I’m personally not fond of a total-policy-based approach.  Policy management may be very difficult to manipulate on a per-application, per-user, per-service basis.  Most solutions simply don’t have the granularity, and those that do present very complex policy authoring processes to treat complicated service mixes.  There is also, according to operators, a problem when you try to apply policy control to heterogeneous infrastructure, and in particular to hosted elements of the sort NFV mandates.  Finally, most policy systems don’t have explicit events and triggers from level to level, which makes it harder to coordinate the passing of a locally recognized problem to a higher-level structure.

With intent-based systems, it’s all in the implementation, both at the level of the modeling language/approach and the way that it’s applied to a specific service/infrastructure combination.  There’s an art to getting things right, and if it’s not applied then you end up with something that won’t work.  It’s also critical that an intent system define a kind of “class” structure for the modeling, so that five different implementations of a function appear as differences inside a given intent model, not as five different models.  There’s no formalism to insure this happens today.

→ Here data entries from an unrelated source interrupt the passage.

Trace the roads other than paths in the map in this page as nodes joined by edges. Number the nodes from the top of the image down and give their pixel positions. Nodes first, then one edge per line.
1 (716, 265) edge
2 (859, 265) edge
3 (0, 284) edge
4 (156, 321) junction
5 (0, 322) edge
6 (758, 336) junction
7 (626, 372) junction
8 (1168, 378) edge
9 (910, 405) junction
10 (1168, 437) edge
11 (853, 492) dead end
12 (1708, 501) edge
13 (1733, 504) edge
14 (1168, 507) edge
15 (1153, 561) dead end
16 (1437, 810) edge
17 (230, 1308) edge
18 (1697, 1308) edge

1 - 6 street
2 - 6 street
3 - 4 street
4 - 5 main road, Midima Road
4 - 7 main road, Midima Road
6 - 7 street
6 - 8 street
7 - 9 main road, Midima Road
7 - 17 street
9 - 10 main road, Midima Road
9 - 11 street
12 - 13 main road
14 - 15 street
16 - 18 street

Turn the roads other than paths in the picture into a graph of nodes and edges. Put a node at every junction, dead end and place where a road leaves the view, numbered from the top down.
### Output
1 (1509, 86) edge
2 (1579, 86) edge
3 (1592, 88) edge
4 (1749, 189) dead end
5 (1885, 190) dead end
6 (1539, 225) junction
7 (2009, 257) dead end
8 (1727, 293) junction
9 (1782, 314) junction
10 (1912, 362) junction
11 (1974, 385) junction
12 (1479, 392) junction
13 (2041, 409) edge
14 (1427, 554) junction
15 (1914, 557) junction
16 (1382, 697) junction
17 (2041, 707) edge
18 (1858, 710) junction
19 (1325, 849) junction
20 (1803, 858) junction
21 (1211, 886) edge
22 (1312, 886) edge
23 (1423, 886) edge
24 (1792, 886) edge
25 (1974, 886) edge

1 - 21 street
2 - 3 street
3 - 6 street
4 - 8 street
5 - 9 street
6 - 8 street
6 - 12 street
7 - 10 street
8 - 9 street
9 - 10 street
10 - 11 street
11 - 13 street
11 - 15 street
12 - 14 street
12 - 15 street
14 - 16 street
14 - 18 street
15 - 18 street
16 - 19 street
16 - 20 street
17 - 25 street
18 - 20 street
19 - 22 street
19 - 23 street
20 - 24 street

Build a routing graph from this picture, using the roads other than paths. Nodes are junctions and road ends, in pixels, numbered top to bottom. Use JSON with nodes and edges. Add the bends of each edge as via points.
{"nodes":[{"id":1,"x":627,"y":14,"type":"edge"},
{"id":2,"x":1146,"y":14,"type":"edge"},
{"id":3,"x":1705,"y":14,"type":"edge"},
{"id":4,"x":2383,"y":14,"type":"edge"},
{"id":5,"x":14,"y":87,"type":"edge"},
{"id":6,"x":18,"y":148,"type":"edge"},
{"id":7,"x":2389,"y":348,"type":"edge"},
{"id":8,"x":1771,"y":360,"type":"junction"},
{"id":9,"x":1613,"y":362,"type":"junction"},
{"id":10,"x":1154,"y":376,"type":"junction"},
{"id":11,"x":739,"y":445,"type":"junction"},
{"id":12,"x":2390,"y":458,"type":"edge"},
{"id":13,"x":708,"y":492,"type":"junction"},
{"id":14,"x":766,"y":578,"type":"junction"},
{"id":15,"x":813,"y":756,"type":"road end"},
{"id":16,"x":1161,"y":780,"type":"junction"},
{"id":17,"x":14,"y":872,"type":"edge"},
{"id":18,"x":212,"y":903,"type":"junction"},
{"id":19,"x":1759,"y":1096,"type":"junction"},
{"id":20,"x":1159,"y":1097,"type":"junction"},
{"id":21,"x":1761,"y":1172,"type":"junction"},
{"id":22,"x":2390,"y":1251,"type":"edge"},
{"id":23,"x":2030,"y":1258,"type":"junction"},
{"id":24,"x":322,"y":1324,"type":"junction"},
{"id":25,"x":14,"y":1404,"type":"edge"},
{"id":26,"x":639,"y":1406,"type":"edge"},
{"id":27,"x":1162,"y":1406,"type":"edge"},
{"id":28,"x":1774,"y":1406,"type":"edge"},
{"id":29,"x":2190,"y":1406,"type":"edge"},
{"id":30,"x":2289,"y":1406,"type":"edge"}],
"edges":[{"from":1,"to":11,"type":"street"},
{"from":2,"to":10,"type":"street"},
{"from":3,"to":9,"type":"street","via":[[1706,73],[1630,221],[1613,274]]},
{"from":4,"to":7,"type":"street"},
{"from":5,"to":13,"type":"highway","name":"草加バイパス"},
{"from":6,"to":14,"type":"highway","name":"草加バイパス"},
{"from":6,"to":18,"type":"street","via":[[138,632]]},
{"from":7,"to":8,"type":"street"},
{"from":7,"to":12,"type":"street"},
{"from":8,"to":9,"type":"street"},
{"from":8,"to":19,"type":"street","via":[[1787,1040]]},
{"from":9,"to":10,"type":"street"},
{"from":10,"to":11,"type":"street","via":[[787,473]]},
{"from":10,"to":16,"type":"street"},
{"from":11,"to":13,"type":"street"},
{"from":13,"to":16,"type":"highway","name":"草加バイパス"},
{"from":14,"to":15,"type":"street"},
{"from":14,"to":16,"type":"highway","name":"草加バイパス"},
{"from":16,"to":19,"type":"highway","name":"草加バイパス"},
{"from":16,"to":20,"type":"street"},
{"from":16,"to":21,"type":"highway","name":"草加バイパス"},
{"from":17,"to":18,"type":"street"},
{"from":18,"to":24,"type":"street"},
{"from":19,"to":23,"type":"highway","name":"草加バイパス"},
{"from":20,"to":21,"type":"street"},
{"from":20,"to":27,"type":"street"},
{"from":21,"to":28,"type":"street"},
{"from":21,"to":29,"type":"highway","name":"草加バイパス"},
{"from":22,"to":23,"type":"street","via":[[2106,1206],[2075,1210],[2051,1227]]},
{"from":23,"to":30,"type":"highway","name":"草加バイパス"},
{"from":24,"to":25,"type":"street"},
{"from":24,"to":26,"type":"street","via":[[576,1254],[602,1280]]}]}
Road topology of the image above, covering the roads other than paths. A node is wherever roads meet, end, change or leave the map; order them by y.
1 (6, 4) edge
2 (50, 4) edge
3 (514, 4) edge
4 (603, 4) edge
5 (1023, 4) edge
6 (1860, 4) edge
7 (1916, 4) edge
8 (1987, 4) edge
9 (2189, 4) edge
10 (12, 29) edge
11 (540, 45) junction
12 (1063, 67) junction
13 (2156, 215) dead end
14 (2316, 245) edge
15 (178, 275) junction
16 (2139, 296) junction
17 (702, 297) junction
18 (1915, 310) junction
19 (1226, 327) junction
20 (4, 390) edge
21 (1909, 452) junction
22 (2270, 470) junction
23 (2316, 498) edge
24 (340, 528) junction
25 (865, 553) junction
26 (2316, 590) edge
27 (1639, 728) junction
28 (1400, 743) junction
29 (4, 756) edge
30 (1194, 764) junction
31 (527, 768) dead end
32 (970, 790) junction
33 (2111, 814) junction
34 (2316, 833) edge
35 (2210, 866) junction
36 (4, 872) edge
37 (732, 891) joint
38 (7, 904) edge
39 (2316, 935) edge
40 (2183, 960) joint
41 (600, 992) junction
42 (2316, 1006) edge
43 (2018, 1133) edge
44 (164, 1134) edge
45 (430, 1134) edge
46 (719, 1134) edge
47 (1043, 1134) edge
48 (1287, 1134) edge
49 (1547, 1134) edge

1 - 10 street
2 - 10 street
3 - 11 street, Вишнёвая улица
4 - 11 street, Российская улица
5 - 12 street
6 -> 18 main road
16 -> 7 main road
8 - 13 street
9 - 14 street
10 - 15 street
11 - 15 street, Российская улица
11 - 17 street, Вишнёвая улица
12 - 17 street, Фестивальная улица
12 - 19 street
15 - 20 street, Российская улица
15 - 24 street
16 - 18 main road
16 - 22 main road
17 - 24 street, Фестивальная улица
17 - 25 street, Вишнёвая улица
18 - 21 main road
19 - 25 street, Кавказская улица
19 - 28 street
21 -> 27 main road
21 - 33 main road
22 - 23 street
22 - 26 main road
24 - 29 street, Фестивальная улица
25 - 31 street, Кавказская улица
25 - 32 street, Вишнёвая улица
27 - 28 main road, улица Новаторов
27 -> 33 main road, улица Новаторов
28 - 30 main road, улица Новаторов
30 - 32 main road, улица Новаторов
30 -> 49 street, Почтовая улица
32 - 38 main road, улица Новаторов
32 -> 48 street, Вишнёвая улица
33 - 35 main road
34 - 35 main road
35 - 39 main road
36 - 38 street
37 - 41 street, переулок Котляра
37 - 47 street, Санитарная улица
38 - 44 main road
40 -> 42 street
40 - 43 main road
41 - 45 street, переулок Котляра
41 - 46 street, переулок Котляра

You can combine the two approaches, and in fact an intent-model system could envelope a policy system, or a policy system could drive an intent-modeled system.  This combination seems more likely to succeed where infrastructure is made up of a number of different technologies, vendors, and administrative domains.  Combining the approaches is often facilitated by the fact that inside an intent model there almost has to be an implicit or explicit policy.

We’re still some distance from having a totally accepted strategy here.  Variability in application and implementation of either approach will dilute effectiveness, forcing operators to change higher-level management definitions and practices because the lower-level stuff doesn’t work the same way across all vendors and technology choices.  I mentioned in an earlier blog that the first thing that should have been done in NFV in defining VNFs was to create a software-development-like class-and-inheritance structure; “VNF” as a superclass is subsetted into “Subnetwork-VNF” and “Chain-VNF”, and the latter perhaps into “Firewall”, Accelerator” and so forth.  This would maximize the chances of logical and consistent structuring of intent models, and thus of interoperability.

The biggest question for the moment is whether all the orderly stuff that needs to be done will come out of something like NFV or SDN, where intent modeling is almost explicit but where applications are limited, or from broader service lifecycle automation, where there’s a lot of applications to work with but no explicit initiatives.  If we’re going to get service lifecycle automation, it will have to come from somewhere.